On the conference call, CFO David Wehner said the company expects ad revenue growth rates to "come down meaningfully." Wehner also said 2017 would be an "aggressive" investment year.
"Those three words 'meaningfully, aggressive and substantial' they overshadowed everything, which I think is ridiculous," TheStreet's Jim Cramer said on CNBC's "Squawk on the Street" this morning.
"You saw the stock drop when they talked about a meaningful decline in the rate of the amount of money that's going to come in from advertising, ad load, and they said they have to spend money substantially and aggressively and that just freaked everybody out," Cramer explained.

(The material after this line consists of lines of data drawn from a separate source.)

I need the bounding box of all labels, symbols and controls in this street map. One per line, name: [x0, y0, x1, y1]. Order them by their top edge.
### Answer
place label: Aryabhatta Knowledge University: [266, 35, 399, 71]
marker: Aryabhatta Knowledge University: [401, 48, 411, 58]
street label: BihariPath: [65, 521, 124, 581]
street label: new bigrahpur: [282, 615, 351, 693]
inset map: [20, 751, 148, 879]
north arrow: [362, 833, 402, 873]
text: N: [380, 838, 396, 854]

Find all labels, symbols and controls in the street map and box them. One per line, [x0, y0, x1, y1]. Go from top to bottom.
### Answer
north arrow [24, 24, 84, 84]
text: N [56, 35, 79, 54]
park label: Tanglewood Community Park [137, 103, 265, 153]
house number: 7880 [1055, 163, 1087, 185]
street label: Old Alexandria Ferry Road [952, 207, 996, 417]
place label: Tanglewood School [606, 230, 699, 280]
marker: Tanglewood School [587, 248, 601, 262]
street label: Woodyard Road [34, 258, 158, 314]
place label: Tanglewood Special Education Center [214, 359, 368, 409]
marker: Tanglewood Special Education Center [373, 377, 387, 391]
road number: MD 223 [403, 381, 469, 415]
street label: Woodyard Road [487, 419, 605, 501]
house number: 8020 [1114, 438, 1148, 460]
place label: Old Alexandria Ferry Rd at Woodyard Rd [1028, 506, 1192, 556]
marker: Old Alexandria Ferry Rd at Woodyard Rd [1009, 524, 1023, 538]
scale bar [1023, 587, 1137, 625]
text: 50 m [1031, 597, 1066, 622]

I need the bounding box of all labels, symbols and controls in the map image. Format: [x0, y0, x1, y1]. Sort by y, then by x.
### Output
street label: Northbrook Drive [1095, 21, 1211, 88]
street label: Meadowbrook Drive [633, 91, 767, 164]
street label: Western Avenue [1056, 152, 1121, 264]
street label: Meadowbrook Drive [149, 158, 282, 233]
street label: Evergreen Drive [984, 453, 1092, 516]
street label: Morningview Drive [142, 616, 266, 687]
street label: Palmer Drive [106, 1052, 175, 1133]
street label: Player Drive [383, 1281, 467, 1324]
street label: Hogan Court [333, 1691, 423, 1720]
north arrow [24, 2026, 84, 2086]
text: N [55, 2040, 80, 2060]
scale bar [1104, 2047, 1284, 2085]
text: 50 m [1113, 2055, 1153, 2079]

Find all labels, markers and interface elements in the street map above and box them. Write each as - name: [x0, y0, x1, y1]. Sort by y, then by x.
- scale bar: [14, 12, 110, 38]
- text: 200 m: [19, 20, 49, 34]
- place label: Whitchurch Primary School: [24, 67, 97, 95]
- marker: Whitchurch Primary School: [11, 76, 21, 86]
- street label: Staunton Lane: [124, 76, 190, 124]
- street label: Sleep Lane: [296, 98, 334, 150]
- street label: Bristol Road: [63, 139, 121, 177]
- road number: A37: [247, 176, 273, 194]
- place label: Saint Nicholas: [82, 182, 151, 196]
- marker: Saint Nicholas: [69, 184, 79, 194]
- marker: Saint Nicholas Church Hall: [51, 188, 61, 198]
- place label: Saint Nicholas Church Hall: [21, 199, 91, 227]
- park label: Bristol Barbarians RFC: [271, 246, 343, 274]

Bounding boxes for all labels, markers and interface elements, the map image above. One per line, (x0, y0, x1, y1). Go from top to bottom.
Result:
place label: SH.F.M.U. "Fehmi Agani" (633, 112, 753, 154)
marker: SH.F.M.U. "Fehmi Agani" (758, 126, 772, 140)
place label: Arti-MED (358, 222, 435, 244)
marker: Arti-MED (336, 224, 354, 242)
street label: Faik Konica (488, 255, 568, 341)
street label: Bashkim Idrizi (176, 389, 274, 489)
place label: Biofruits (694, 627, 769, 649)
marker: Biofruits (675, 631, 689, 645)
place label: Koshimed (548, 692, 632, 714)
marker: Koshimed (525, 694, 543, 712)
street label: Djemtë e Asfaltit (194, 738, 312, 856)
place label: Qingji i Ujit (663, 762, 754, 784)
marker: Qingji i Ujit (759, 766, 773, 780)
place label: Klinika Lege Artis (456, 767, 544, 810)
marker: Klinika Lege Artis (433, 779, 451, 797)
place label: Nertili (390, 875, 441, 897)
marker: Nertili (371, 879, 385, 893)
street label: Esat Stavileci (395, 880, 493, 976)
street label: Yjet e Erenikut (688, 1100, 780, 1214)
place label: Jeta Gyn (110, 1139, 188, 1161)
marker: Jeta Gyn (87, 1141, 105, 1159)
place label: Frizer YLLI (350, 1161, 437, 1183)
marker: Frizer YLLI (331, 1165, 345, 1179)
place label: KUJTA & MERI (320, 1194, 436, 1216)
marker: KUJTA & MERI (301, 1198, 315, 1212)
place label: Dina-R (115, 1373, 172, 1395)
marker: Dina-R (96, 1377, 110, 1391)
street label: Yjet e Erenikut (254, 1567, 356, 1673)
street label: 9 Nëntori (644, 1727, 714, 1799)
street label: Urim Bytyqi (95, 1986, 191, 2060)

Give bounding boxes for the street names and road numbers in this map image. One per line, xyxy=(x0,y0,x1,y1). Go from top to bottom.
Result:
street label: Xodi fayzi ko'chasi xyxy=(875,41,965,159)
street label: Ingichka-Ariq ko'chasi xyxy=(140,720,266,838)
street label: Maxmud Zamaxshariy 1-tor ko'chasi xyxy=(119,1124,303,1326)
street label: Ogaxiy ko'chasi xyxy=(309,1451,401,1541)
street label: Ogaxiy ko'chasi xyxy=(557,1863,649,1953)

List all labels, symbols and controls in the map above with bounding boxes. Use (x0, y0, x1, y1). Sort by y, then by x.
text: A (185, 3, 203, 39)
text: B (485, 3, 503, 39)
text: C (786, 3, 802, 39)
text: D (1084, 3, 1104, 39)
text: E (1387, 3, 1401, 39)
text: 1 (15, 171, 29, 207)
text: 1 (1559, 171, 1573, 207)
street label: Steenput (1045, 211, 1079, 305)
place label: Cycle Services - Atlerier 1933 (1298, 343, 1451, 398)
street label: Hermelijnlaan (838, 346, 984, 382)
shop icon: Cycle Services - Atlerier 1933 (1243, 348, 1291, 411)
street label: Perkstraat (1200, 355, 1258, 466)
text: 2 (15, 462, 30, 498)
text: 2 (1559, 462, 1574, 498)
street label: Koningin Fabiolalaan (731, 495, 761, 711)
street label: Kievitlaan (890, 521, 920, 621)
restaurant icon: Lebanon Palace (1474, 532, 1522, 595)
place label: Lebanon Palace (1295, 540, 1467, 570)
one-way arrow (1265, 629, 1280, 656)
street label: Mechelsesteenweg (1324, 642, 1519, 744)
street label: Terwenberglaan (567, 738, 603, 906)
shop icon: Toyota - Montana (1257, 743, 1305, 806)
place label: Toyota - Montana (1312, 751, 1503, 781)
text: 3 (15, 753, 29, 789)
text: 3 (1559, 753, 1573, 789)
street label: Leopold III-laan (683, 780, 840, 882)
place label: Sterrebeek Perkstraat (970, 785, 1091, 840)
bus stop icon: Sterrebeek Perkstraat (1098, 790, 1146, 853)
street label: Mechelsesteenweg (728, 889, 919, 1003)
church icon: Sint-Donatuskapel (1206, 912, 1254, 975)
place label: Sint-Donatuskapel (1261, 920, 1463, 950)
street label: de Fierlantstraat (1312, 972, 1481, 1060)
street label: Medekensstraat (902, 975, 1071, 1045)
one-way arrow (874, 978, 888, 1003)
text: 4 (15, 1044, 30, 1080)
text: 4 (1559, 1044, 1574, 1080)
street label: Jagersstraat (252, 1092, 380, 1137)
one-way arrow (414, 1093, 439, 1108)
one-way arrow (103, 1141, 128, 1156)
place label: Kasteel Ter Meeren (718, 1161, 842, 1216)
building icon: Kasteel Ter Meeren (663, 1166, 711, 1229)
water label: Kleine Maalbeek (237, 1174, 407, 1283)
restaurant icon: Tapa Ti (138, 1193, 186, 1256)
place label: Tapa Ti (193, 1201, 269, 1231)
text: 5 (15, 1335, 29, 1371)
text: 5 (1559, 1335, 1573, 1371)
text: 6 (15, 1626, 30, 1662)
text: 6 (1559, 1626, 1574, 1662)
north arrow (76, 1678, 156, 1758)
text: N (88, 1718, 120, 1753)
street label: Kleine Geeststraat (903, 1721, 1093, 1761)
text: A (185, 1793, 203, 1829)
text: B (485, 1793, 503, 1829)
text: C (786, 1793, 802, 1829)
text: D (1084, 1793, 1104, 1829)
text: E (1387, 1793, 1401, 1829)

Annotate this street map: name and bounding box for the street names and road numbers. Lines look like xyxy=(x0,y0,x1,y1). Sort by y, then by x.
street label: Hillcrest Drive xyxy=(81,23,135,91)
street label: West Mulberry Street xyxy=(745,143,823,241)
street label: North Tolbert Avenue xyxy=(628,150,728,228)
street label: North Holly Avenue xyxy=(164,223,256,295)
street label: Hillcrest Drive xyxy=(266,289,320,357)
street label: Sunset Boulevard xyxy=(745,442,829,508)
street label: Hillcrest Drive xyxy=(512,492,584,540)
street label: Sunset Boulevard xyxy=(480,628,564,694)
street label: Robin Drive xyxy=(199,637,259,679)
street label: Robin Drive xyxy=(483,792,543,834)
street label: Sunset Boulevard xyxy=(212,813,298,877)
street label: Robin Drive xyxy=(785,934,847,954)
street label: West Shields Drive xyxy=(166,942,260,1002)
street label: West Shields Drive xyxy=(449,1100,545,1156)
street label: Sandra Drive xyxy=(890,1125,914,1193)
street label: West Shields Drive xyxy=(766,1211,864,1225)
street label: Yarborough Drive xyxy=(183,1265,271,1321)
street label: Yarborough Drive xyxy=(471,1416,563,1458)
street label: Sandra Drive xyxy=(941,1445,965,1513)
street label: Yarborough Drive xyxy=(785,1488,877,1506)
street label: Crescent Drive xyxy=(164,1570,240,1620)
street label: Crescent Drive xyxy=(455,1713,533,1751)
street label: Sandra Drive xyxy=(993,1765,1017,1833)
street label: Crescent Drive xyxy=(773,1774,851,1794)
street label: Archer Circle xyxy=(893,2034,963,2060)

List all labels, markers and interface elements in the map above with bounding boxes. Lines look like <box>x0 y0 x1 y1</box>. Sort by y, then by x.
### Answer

But Cramer noted that this didn't amount to a guidance cut. "It amounted to them spending money to be able to make it so the user experience is great across a whole host of things," he said.
Cramer contended that the quarter was "remarkable" and the conference call was "unbelievable."
"I'm not backing away from it one bit and I'm not cutting numbers," he added.
"Those three words were fighting words meaning that you should take your 2018 (earnings estimates) down from $7 (per share) to maybe $6.50, maybe to $6.20. I do not think that was correct," Cramer said, noting that was the "knee-jerk reaction" to the conference call.